**PROBLEM REQUIREMENTS**
Lines with the word "Drive" in them must be copied from the records below.

**SUPPLIED MATERIAL**
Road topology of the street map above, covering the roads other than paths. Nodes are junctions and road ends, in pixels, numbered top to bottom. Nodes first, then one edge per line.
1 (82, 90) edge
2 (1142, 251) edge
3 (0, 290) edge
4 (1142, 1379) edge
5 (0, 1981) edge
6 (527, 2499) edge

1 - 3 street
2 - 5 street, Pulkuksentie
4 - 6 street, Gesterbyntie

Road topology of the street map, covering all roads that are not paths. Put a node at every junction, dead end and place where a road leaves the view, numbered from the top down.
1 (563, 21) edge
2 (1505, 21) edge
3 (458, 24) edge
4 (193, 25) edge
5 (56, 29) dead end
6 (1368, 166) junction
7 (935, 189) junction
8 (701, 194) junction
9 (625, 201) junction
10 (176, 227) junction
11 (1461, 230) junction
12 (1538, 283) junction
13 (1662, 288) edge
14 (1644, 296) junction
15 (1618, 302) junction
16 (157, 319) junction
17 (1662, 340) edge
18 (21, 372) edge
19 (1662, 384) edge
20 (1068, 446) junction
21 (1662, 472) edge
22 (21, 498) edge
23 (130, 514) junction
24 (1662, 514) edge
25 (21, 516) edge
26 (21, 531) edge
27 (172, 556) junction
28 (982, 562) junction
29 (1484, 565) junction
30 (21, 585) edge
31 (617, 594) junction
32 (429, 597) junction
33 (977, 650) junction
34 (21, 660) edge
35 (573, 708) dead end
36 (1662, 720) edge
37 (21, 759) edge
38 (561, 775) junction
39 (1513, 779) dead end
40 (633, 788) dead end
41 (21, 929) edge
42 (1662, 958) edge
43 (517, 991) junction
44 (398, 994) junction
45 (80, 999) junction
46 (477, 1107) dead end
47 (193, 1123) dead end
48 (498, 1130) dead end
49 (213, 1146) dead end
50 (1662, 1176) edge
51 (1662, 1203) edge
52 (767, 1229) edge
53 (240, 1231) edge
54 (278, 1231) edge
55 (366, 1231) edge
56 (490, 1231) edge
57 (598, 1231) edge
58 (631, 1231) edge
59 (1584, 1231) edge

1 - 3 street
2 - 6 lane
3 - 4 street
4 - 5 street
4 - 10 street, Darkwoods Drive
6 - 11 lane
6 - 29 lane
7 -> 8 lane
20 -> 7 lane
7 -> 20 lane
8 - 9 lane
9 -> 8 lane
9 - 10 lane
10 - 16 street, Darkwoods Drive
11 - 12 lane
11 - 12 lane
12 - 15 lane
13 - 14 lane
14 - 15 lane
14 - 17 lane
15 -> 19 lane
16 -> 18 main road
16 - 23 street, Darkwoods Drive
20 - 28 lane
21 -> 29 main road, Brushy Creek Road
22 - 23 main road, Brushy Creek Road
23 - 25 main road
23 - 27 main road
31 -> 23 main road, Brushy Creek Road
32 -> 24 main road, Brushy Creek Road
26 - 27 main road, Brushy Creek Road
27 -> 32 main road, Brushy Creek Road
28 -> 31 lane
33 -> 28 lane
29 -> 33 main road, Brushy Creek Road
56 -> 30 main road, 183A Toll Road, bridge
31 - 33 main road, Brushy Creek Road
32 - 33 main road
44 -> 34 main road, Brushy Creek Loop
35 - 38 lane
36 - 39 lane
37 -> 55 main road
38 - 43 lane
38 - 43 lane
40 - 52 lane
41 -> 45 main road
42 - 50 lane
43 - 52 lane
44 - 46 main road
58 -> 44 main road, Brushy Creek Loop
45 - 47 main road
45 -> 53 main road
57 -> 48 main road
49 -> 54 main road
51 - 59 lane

**REPLY**
4 - 10 street, Darkwoods Drive
10 - 16 street, Darkwoods Drive
16 - 23 street, Darkwoods Drive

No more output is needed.